Magnetic exchange coupling in hard/soft ferromagnetic composite thin films of cobalt platinum/cobalt: Role of processing and structure

The study of magnetic exchange coupling in nanocomposites of magnetically-hard phases combined with magnetically-soft phases is important for the development of high-performance permanent magnets. The present work aimed to elucidate the microstructure-exchange coupling relationship in model hard/soft bilayers of CoPt(L1₀, hard)/Co(soft) in both the as-deposited and annealed states. The CoPt layer (25–100 nm) was deposited at room temperature and annealed at 700°C to develop the magnetically hard, ordered L1 ₀ structure prior to room-temperature deposition of Co (2.8–225 nm). The transformation from FCC to L1₀ in CoPt was accompanied by grain growth and evolution of a ⟨111⟩ fiber texture.
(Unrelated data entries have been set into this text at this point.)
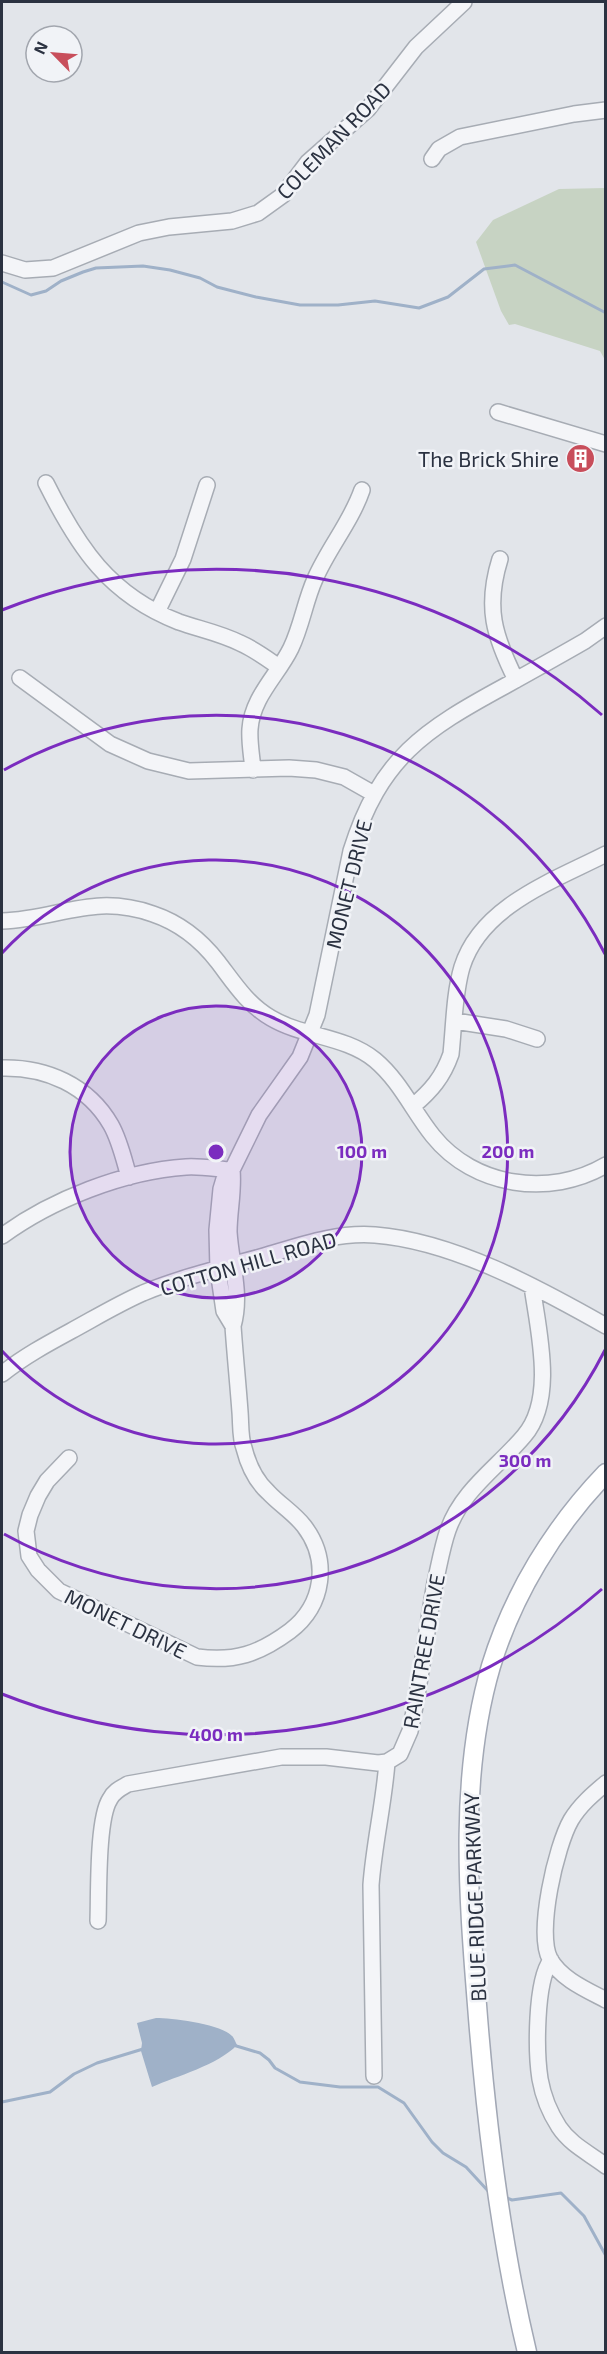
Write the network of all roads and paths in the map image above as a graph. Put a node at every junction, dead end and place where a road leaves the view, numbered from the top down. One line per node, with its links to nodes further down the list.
1 (464, 2): 4 (street, COLEMAN ROAD)
2 (606, 110): 3 (street)
3 (432, 159)
4 (2, 262)
5 (498, 412): 6 (street)
6 (606, 444)
7 (46, 483): 11 (street)
8 (207, 485): 11 (street)
9 (362, 490): 13 (street)
10 (500, 559): 15 (street)
11 (157, 612): 13 (street)
12 (606, 626): 15 (street, MONET DRIVE)
13 (279, 667): 16 (street)
14 (20, 678): 16 (street)
15 (516, 680): 17 (street, MONET DRIVE)
16 (253, 770): 17 (street)
17 (374, 794): 21 (street, MONET DRIVE)
18 (606, 854): 20 (street)
19 (2, 921): 21 (street)
20 (455, 1021): 22 (street); 24 (street)
21 (311, 1034): 24 (street); 26 (street, MONET DRIVE)
22 (537, 1039)
23 (2, 1068): 27 (street)
24 (413, 1106): 25 (street)
25 (606, 1165)
26 (232, 1170): 27 (street); 29 (street, MONET DRIVE); 30 (street, MONET DRIVE)
27 (129, 1178): 28 (street)
28 (2, 1236)
29 (234, 1264): 30 (street, COTTON HILL ROAD); 31 (street, COTTON HILL ROAD); 32 (street, MONET DRIVE)
30 (218, 1270): 32 (street, MONET DRIVE); 34 (street, COTTON HILL ROAD)
31 (532, 1286): 33 (street, COTTON HILL ROAD); 37 (street, RAINTREE DRIVE)
32 (233, 1326): 35 (street, MONET DRIVE)
33 (606, 1326)
34 (2, 1374)
35 (69, 1458)
36 (606, 1473): 44 (main road, BLUE RIDGE PARKWAY)
37 (387, 1762): 39 (street); 42 (street)
38 (606, 1783): 40 (street)
39 (98, 1921)
40 (551, 1960): 41 (street); 43 (street)
41 (606, 2000)
42 (374, 2076)
43 (606, 2166)
44 (527, 2352)

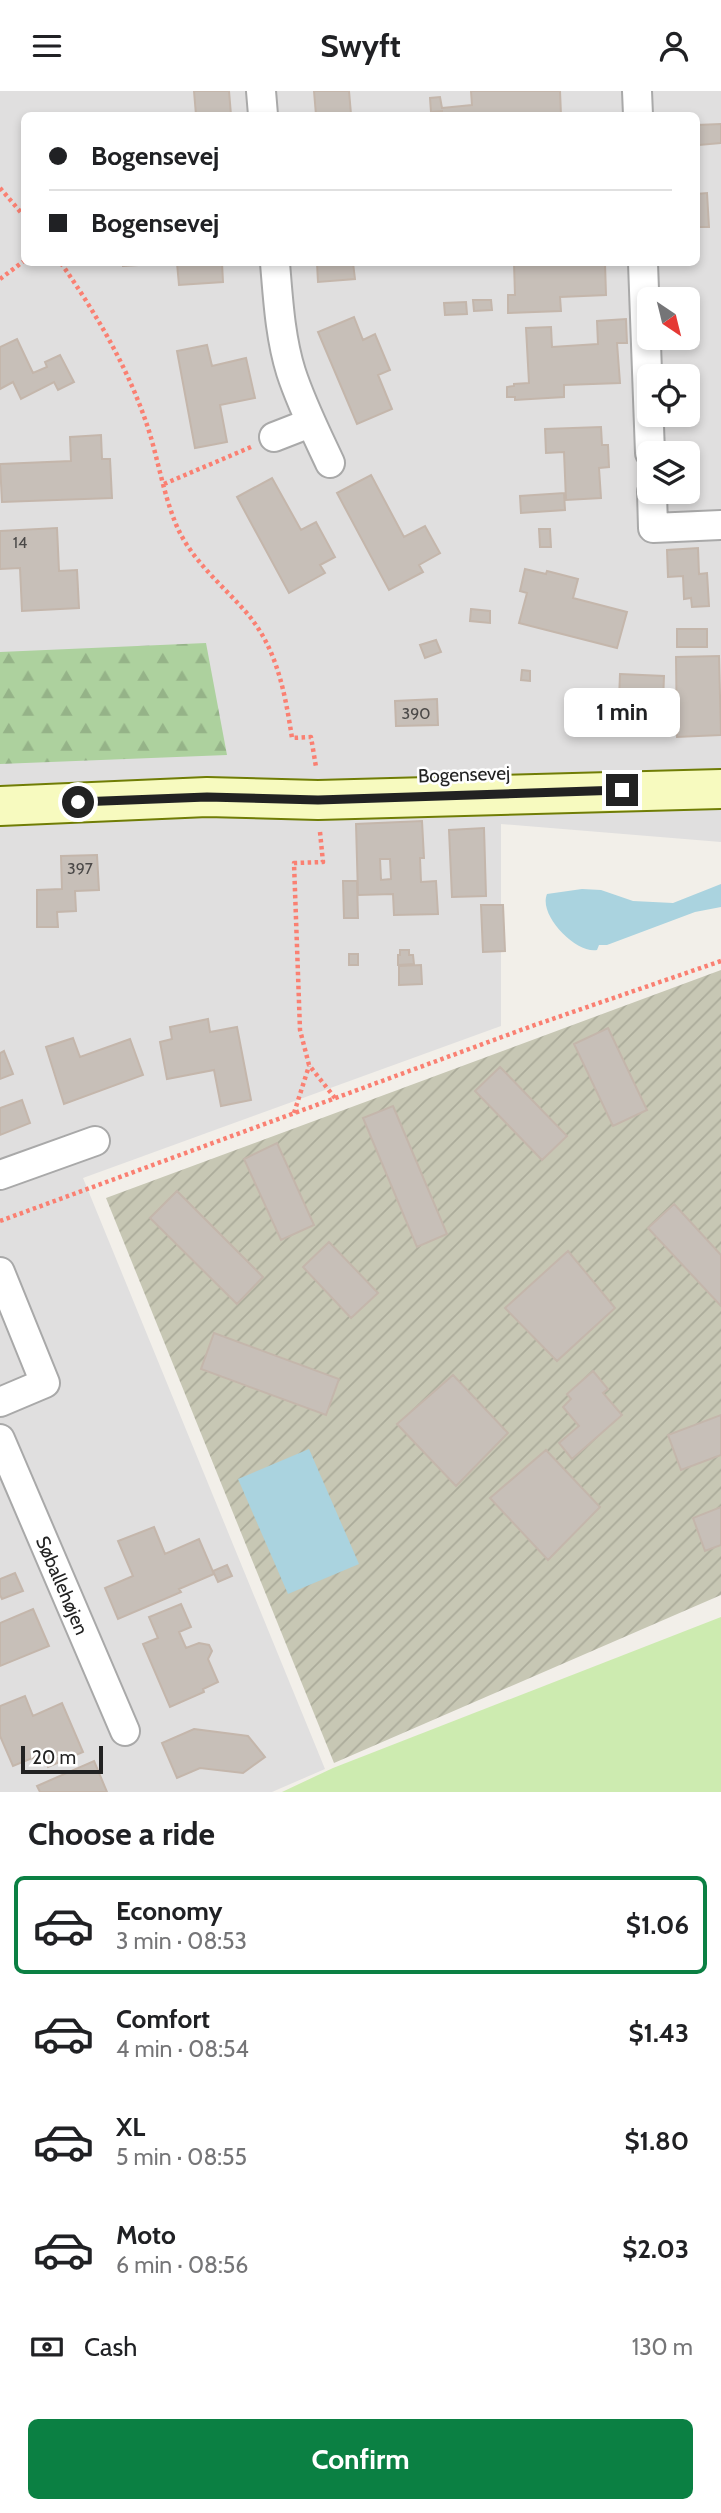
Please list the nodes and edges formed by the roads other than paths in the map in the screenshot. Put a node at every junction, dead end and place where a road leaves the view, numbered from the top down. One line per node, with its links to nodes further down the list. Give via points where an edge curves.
1 (261, 91): 3 (street)
2 (637, 91): 4 (street)
3 (263, 112)
4 (638, 112)
5 (275, 266): 7 (street, via 290,370)
6 (643, 266): 9 (street)
7 (310, 423): 8 (street); 10 (street)
8 (274, 437)
9 (650, 441)
10 (331, 463)
11 (652, 504): 12 (street, via 653,528)
12 (721, 525)
13 (721, 763): 15 (main road, Bogensevej, via 316,778)
14 (721, 789): 15 (main road, Bogensevej, via 318,800)
15 (207, 797): 16 (main road, Bogensevej)
16 (0, 806)
17 (95, 1142): 18 (street)
18 (0, 1175)
19 (0, 1272): 20 (street, via 45,1383)
20 (0, 1402)
21 (0, 1439): 22 (street, Søballehøjen)
22 (125, 1731)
The L1 ₀ mean domain area reached approximately one sixth of the mean grain area in nearly-fully and fully ordered CoPt. The coercivity of CoPt and the contribution of a pinning-type mechanism to the coercivity increased with increasing annealing time, concurrent with the increase in L1₀ fraction. In CoPt/Co bilayers, Co exhibited a ⟨0001⟩ fiber texture. For as-deposited bilayers, the exchange length of Co was close to the magnetic domain wall width for CoPt. Annealing the bilayers at 300–450°C resulted in minor microstructural changes, increased the extent or strength of coupling and thereby enhanced the reversal coherency of the bilayers such that a Co layer of twice the CoPt domain wall width was fully coupled to the CoPt. Note that in bilayers with robust coupling both phases are affected, i.e., the magnetically-hard phase is exchange-softened, while the magnetically-soft phase is exchange-hardened. In contrast to lower-temperature anneals, annealing at 500–550°C, or for extended periods at 450°C, resulted in interdiffusion of Co and CoPt, consumption of the latter and formation of two new FCC and HCP Co-Pt solid solutions. These interdiffused bilayers showed an increased reversal coherency and a highly developed out-of-film plane anisotropy. When the magnetic and microstructural data are considered together, this study shows that the properties of hard/soft nanocomposites depend not only on the dimensions of both phases, but also on the physical and magnetic characteristics of each phase. A most significant outcome of this work is the demonstration that exchange coupling may be altered, and perhaps tailored, by processing-induced changes in the interphase interface.